When performing an ESXi cluster upgrade in a VMware Cloud Foundation (VCF) environment, the upgrade task fails at the REMEDIATE stage within the SDDC Manager UI.
Symptoms: The upgrade progress stops, and the UI displays a generic failure message.
UI Error Message: ESX upgrade using vSphere Lifecycle Manager images failed. Error: Upgrade failed, internal error.
Associated Reference Tokens: M3OE58, PC4R9S, FH7AHT.
VMware Cloud Foundation 5.x / 9.x
The root cause of this failure is a significant Clock Skew between the SDDC Manager and the vCenter Server.
SAML Token Invalidity: When the SDDC Manager attempts to authenticate with vCenter to trigger vLCM tasks, the vCenter vpxd service rejects the request.
Authentication Error: The vpxd.log shows: SAML token validation failed.
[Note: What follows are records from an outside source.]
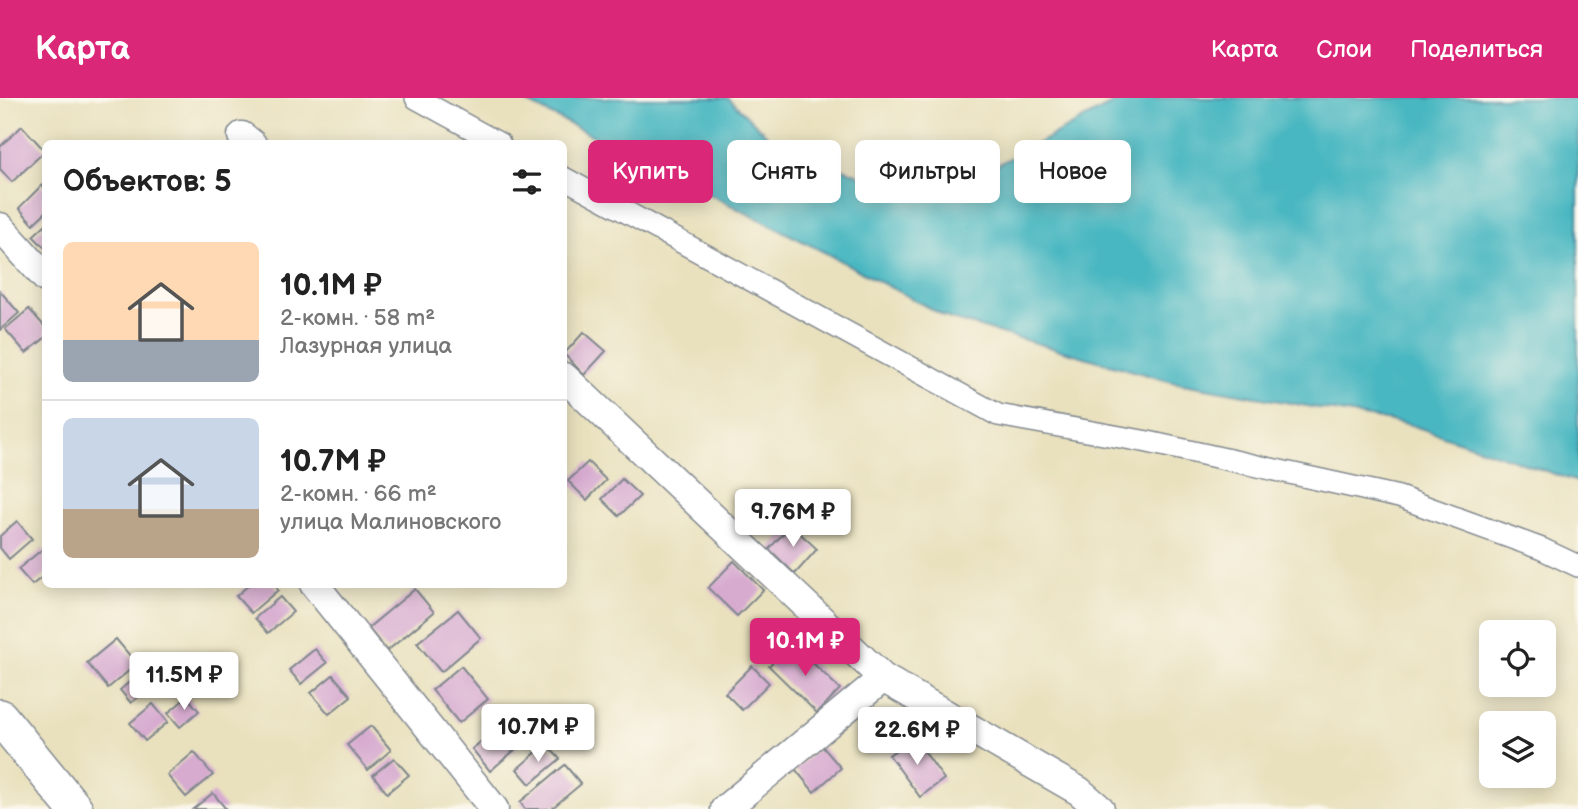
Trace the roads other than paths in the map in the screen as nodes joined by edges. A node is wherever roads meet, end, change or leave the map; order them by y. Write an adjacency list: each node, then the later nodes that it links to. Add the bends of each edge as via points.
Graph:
1 (416, 98): 2 (street)
2 (493, 140)
3 (567, 180): 7 (street, via 998,415 1148,442 1399,498 1542,548)
4 (0, 227): 5 (street)
5 (42, 274)
6 (567, 380): 9 (street)
7 (1578, 566)
8 (317, 588): 12 (street)
9 (883, 678): 13 (street); 14 (street, via 1079,791)
10 (0, 717): 11 (street)
11 (75, 809)
12 (494, 809)
13 (725, 809)
14 (1100, 809)

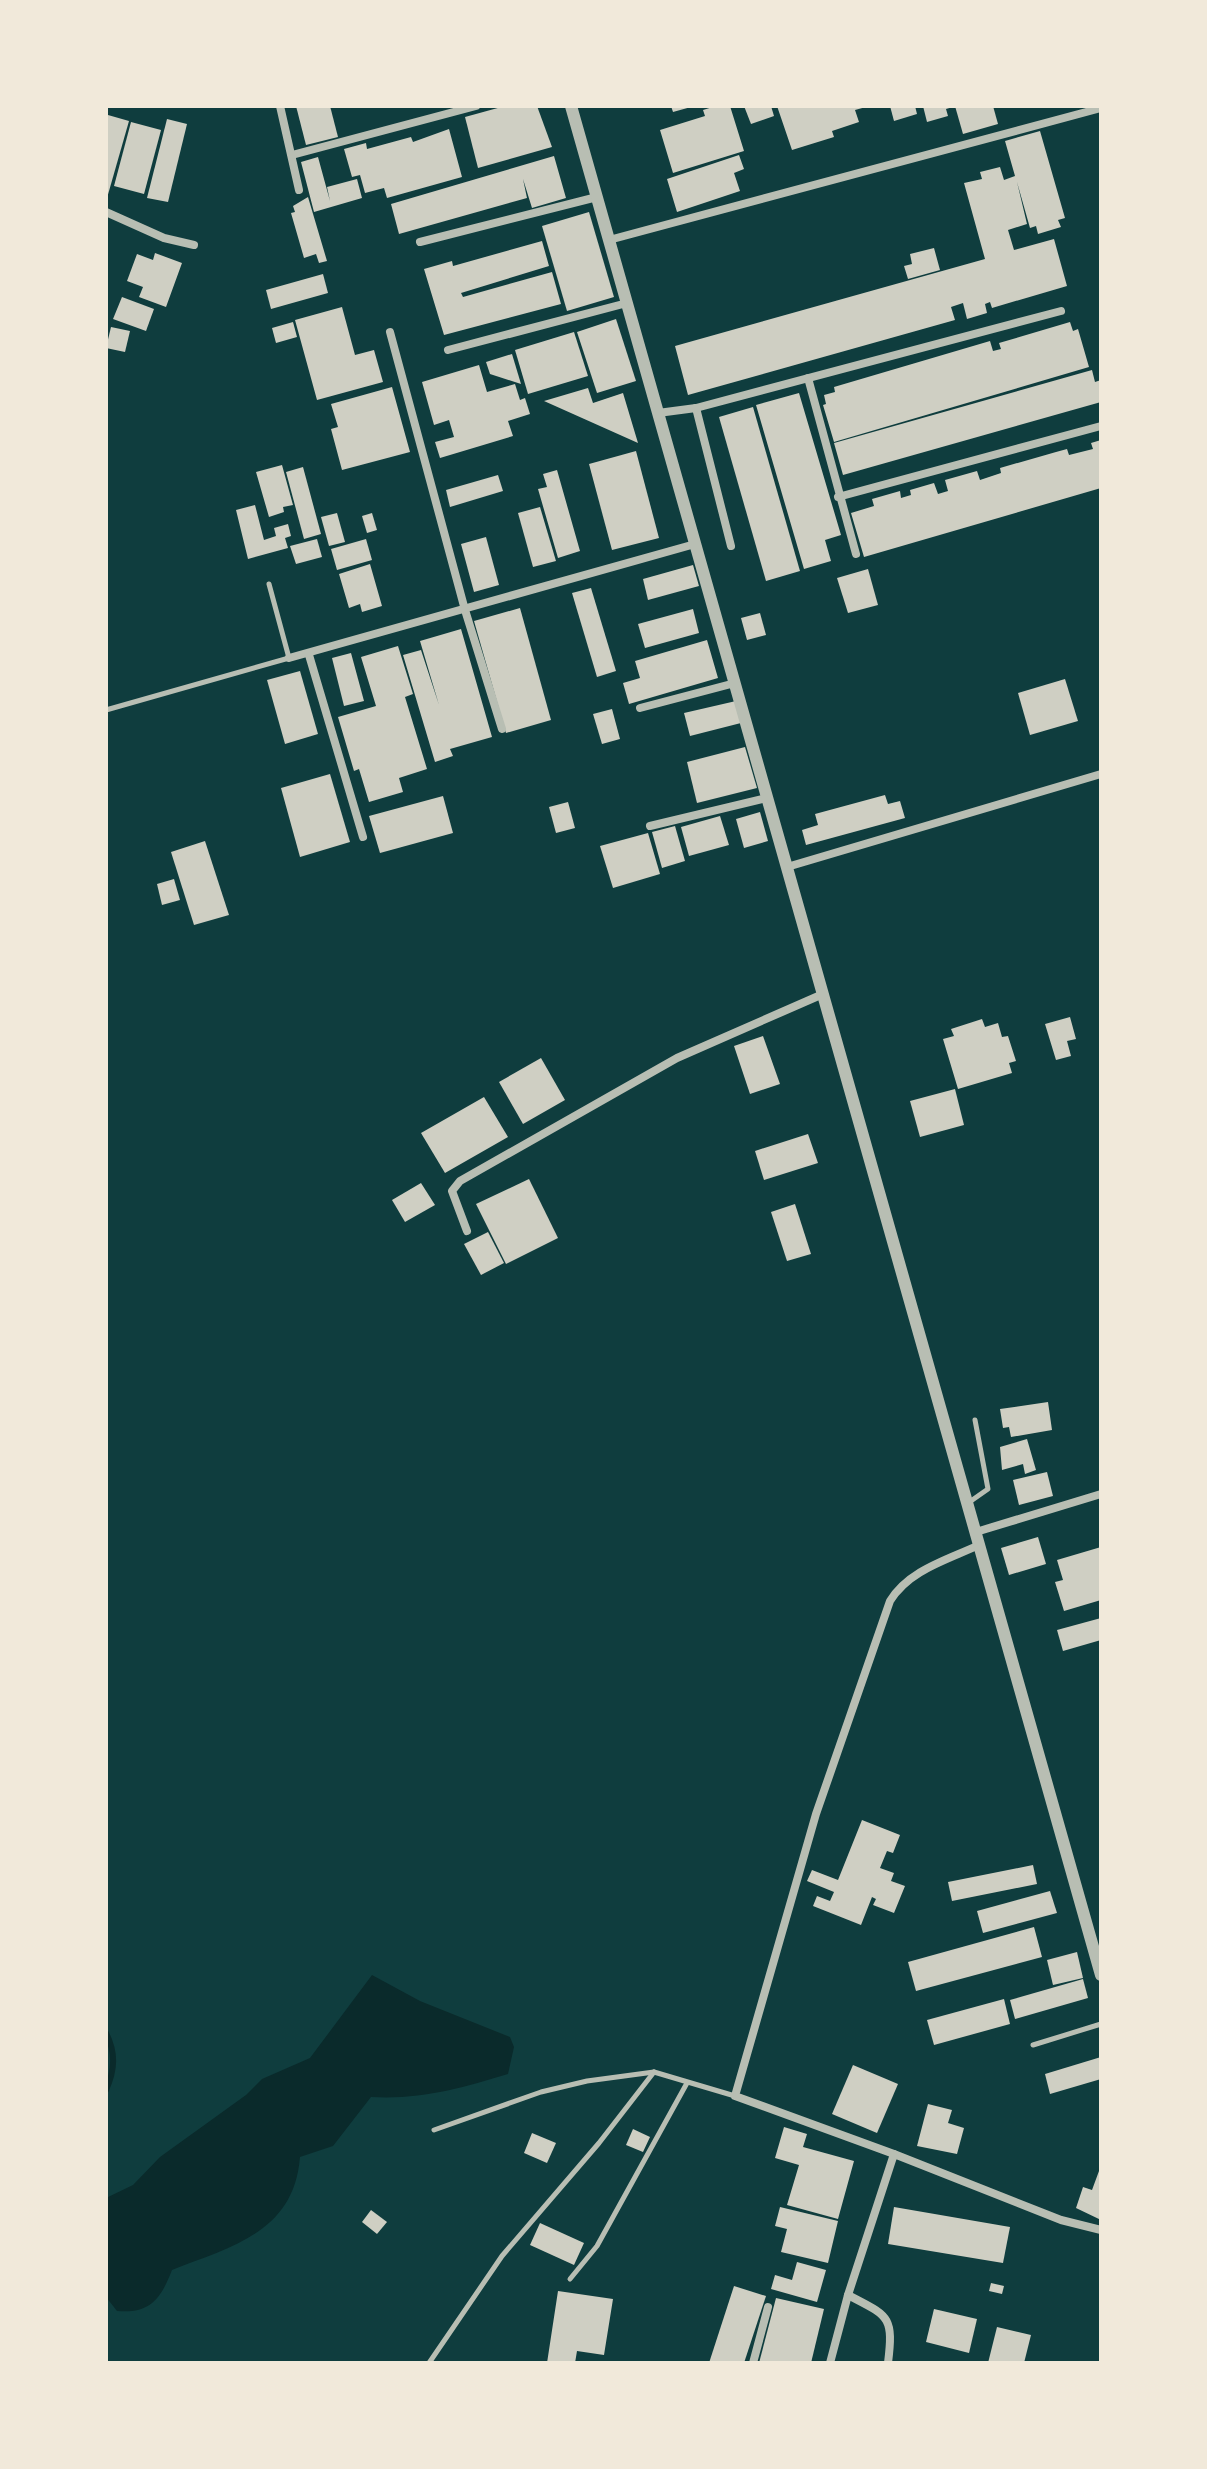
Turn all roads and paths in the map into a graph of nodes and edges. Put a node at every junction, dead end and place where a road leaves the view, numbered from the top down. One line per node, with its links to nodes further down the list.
1 (280, 106): 5 (street)
2 (476, 106): 5 (street)
3 (571, 106): 7 (street)
4 (1101, 108): 9 (street)
5 (292, 155): 6 (street)
6 (299, 190)
7 (597, 197): 9 (street); 10 (street)
8 (106, 212): 11 (street)
9 (609, 240): 12 (street)
10 (420, 242)
11 (194, 245)
12 (627, 303): 15 (street); 18 (street)
13 (1061, 311): 16 (street)
14 (390, 332): 25 (street)
15 (448, 350)
16 (808, 378): 17 (street); 20 (street)
17 (696, 408): 18 (street); 22 (street)
18 (658, 413): 21 (street)
19 (1101, 426): 20 (street)
20 (838, 497): 23 (street)
21 (695, 544): 25 (street); 28 (street)
22 (731, 546)
23 (856, 554)
24 (269, 584): 27 (lane)
25 (465, 610): 26 (street); 31 (street)
26 (309, 655): 27 (street); 35 (street)
27 (289, 658): 30 (lane)
28 (735, 683): 29 (street); 33 (street)
29 (640, 708)
30 (106, 710)
31 (502, 729)
32 (1101, 774): 36 (street)
33 (767, 798): 34 (street); 36 (street)
34 (650, 826)
35 (363, 837)
36 (787, 867): 37 (street)
37 (823, 994): 38 (street); 41 (street)
38 (467, 1231)
39 (975, 1420): 41 (lane)
40 (1101, 1494): 42 (street)
41 (967, 1504): 42 (street)
42 (977, 1539): 43 (street); 48 (street)
43 (1101, 1975)
44 (1101, 2024): 45 (lane)
45 (1033, 2045)
46 (654, 2072): 47 (lane); 49 (lane); 55 (lane)
47 (687, 2083): 48 (lane); 52 (lane)
48 (735, 2096): 50 (street)
49 (434, 2130)
50 (894, 2154): 51 (street); 53 (street)
51 (1101, 2230)
52 (570, 2279)
53 (848, 2295): 57 (street); 58 (street)
54 (768, 2307): 56 (street)
55 (429, 2363)
56 (753, 2363)
57 (830, 2363)
58 (888, 2363)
Error: ... Token start date is in the future. This occurs because the SSO-signed token has a timestamp ahead of the vCenter Server's current system time.
Task Failure: Because the token is considered "not yet valid," authentication fails (vim.fault.InvalidLogin), preventing the LCM service from obtaining a Task ID and leading to a Connection refused or No route to host exception in the LCM logs.
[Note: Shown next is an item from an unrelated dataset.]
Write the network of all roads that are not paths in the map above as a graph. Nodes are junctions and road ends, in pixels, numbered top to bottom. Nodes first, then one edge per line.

To resolve this issue, time synchronization must be restored across all VCF components.
Verify System Time:
Log in via SSH to the SDDC Manager, vCenter Server, and ESXi hosts.
Run the date command on each to identify discrepancies.
Correct NTP Configuration:
Ensure all components are pointed to the same reliable NTP server(s).
In the vCenter Management Interface (VAMI) at https://<vcenter-ip>:5480, ensure the time synchronization mode is set correctly.
Restart Services:
Once time is synchronized, restart services on the vCenter Server: service-control --stop --all && service-control --start --all
Restart the LCM service on the SDDC Manager: systemctl restart lcm
Retry Upgrade:
Return to the SDDC Manager UI and click Retry on the failed upgrade task.